Work request:
Gather all lines in the entries below that include the word "Monolitveien".

Collected data
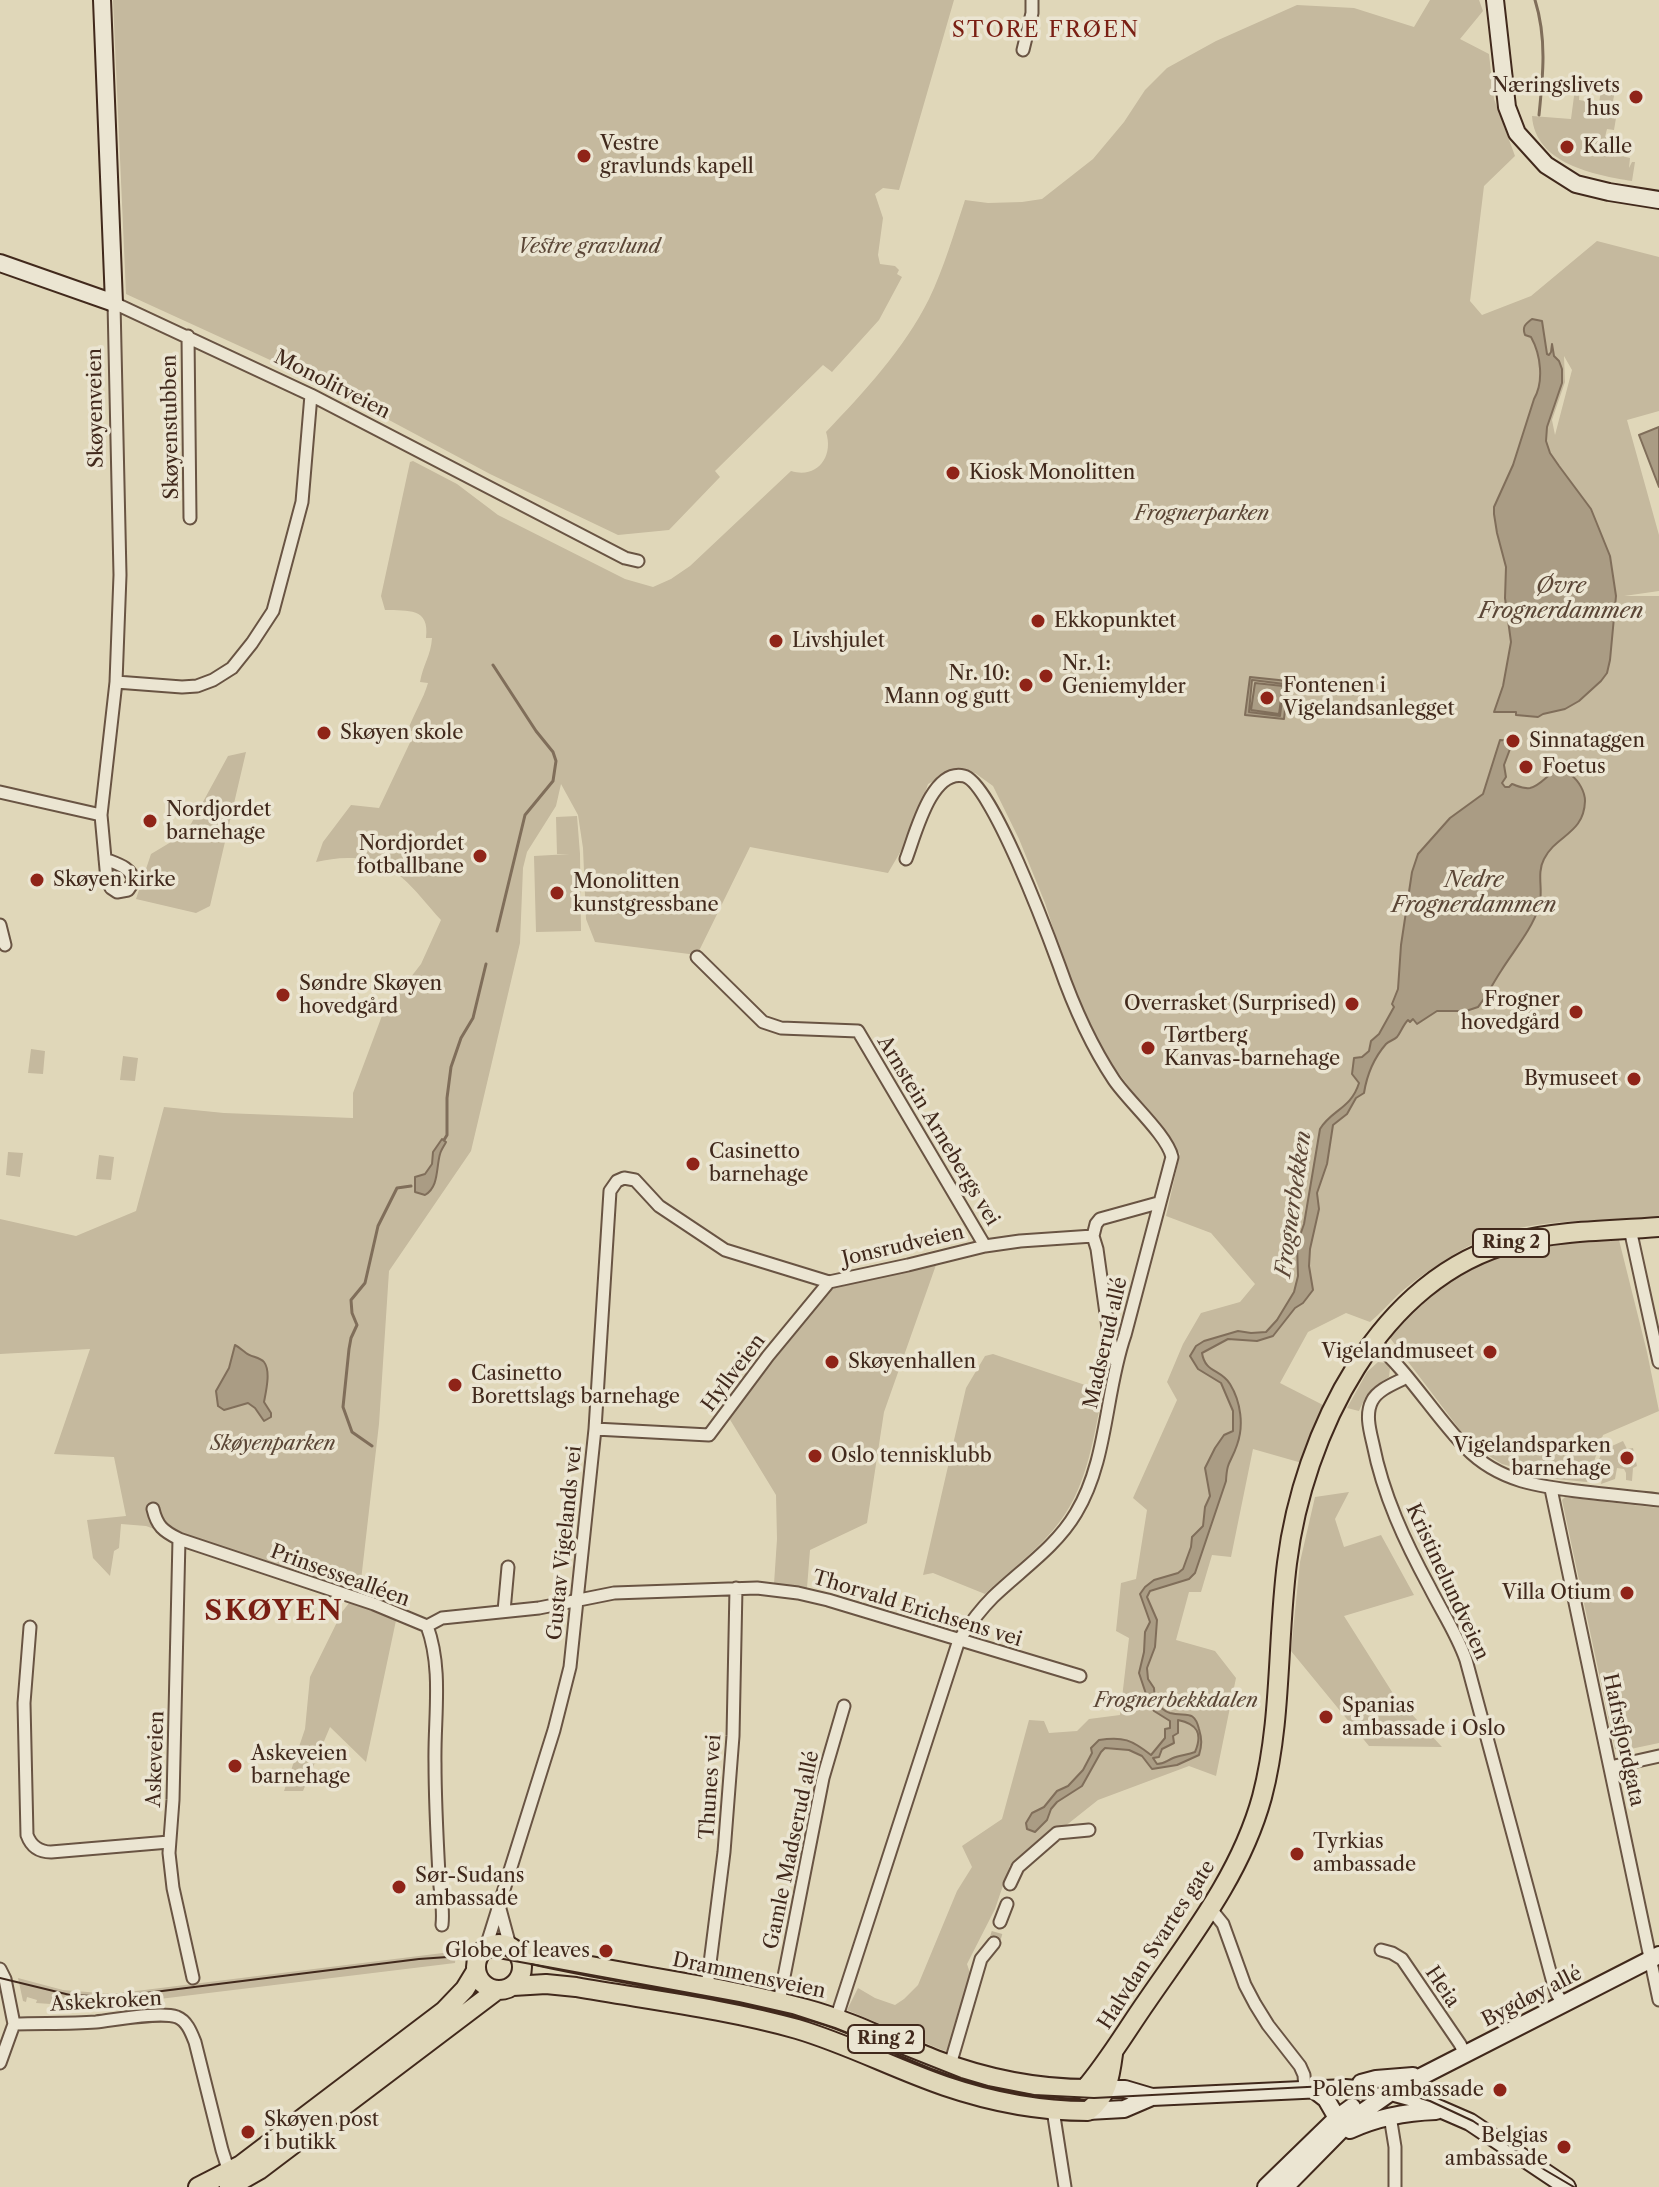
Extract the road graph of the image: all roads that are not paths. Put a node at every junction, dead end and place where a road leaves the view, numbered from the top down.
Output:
1 (102, 0) edge
2 (1032, 0) edge
3 (1495, 0) edge
4 (1505, 0) edge
5 (1023, 50) dead end
6 (1504, 73) junction
7 (1659, 200) edge
8 (0, 263) edge
9 (114, 303) junction
10 (188, 336) junction
11 (311, 395) junction
12 (190, 518) dead end
13 (638, 561) dead end
14 (116, 682) junction
15 (0, 792) edge
16 (101, 815) junction
17 (105, 859) dead end
18 (906, 859) dead end
19 (0, 925) edge
20 (5, 945) dead end
21 (697, 957) dead end
22 (624, 1178) joint
23 (1158, 1203) junction
24 (1659, 1227) edge
25 (1630, 1229) junction
26 (1093, 1236) junction
27 (985, 1246) junction
28 (829, 1282) junction
29 (1373, 1341) junction
30 (1116, 1361) junction
31 (1659, 1362) edge
32 (1407, 1377) junction
33 (595, 1429) junction
34 (1551, 1489) junction
35 (1659, 1500) edge
36 (153, 1509) dead end
37 (179, 1539) junction
38 (508, 1567) dead end
39 (736, 1588) junction
40 (578, 1599) junction
41 (504, 1611) junction
42 (427, 1626) junction
43 (30, 1627) dead end
44 (959, 1640) junction
45 (1080, 1676) dead end
46 (844, 1706) dead end
47 (1659, 1756) edge
48 (1610, 1767) junction
49 (1089, 1830) dead end
50 (169, 1842) junction
51 (1010, 1884) dead end
52 (1007, 1904) dead end
53 (1210, 1908) junction
54 (500, 1909) junction
55 (1000, 1922) tunnel mouth
56 (442, 1925) dead end
57 (994, 1943) tunnel mouth
58 (486, 1947) junction
59 (513, 1948) junction
60 (1381, 1950) dead end
61 (1655, 1957) edge
62 (0, 1969) edge
63 (476, 1971) junction
64 (193, 1978) dead end
65 (707, 1987) junction
66 (505, 1988) junction
67 (1659, 2000) edge
68 (779, 2002) junction
69 (1563, 2004) junction
70 (836, 2019) junction
71 (14, 2024) junction
72 (1113, 2054) junction
73 (1465, 2054) junction
74 (0, 2063) edge
75 (950, 2065) junction
76 (1423, 2075) junction
77 (1345, 2088) junction
78 (1107, 2089) junction
79 (1309, 2089) junction
80 (1084, 2090) junction
81 (1391, 2092) junction
82 (1152, 2097) junction
83 (1053, 2110) junction
84 (1088, 2111) junction
85 (1446, 2111) junction
86 (1390, 2116) junction
87 (1337, 2118) junction
88 (1334, 2138) junction
89 (229, 2179) edge
90 (198, 2187) edge
91 (1065, 2187) edge
92 (1266, 2187) edge
93 (1285, 2187) edge
94 (1395, 2187) edge
95 (1567, 2187) edge

1 - 9 street, Skøyenveien
2 - 5 street
3 - 6 street
4 - 6 street
6 - 7 street
8 - 9 street, Monolitveien
9 - 10 street, Monolitveien
9 - 14 street, Skøyenveien
10 - 11 street, Monolitveien
10 - 12 street, Skøyenstubben
11 - 13 street, Monolitveien
11 - 14 street
14 - 16 street, Skøyenveien
15 - 16 street
16 - 17 street, Skøyenveien
18 - 23 street, Madserud allé
19 - 20 street
21 - 27 street, Arnstein Arnebergs vei
22 - 28 street, Jonsrudveien
22 - 33 street, Gustav Vigelands vei
23 - 26 street
23 - 30 street, Madserud allé
24 - 25 main road, Halvdan Svartes gate / Ring 2
25 - 29 main road, Halvdan Svartes gate / Ring 2
25 - 31 street
26 - 27 street, Jonsrudveien
26 - 30 street
27 - 28 street, Jonsrudveien
28 - 33 street, Hyllveien
29 - 32 street
29 - 53 main road, Halvdan Svartes gate / Ring 2
30 - 44 street, Madserud allé
32 - 34 street
32 - 69 street, Kristinelundveien
33 - 40 street, Gustav Vigelands vei
34 - 35 street
34 - 48 street, Hafrsfjordgata
36 - 37 street, Prinsessealléen
37 - 42 street, Prinsessealléen
37 - 50 street, Askeveien
38 - 41 street
39 - 40 street, Thorvald Erichsens vei
39 - 44 street, Thorvald Erichsens vei
39 - 65 street, Thunes vei
40 - 41 street, Thorvald Erichsens vei
40 - 54 street, Gustav Vigelands vei
41 - 42 street, Thorvald Erichsens vei
42 - 56 street, Prinsessealléen
43 - 50 street
44 - 45 street, Thorvald Erichsens vei
44 - 70 street, Madserud allé
46 - 68 street, Gamle Madserud allé
47 - 48 street
48 - 61 street, Hafrsfjordgata
49 - 51 street
50 - 64 street, Askeveien
52 - 55 street
53 - 72 main road, Halvdan Svartes gate / Ring 2
53 - 79 street
54 - 58 street, Gustav Vigelands vei
54 - 59 street, Gustav Vigelands vei
57 - 75 street
58 - 59 main road
58 - 63 main road
59 - 65 main road, Drammensveien / Ring 2
59 - 66 main road
60 - 73 street, Heia
61 - 67 street, Hafrsfjordgata
61 - 69 street, Bygdøy allé
62 - 71 street
63 - 66 main road
63 - 89 main road
65 - 68 main road, Drammensveien / Ring 2
66 - 83 main road, Drammensveien / Ring 2
66 - 89 main road
68 - 70 main road, Drammensveien / Ring 2
69 - 73 street, Bygdøy allé
70 - 75 main road, Drammensveien / Ring 2
71 - 74 street
71 - 89 street, Askekroken
72 - 78 main road, Halvdan Svartes gate / Ring 2
72 - 80 main road, Halvdan Svartes gate / Ring 2
73 - 76 street, Bygdøy allé
75 - 80 main road, Drammensveien / Ring 2
76 - 77 street, Bygdøy allé
76 - 81 street, Bygdøy allé
77 - 79 street, Drammensveien
77 - 81 street, Drammensveien
78 - 80 main road, Drammensveien / Ring 2
78 - 82 street, Drammensveien
78 - 84 main road
79 - 82 street, Drammensveien
79 - 87 street
81 - 85 street, Drammensveien
81 - 87 street, Bygdøy allé
81 - 88 street, Bygdøy allé
82 - 84 street, Drammensveien
83 - 84 main road, Drammensveien / Ring 2
83 - 91 street
85 - 86 street
85 - 95 street, Drammensveien
86 - 88 street
86 - 94 street
87 - 92 street, Bygdøy allé
88 - 93 street, Bygdøy allé
89 - 90 main road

Result of this exercise:
8 - 9 street, Monolitveien
9 - 10 street, Monolitveien
10 - 11 street, Monolitveien
11 - 13 street, Monolitveien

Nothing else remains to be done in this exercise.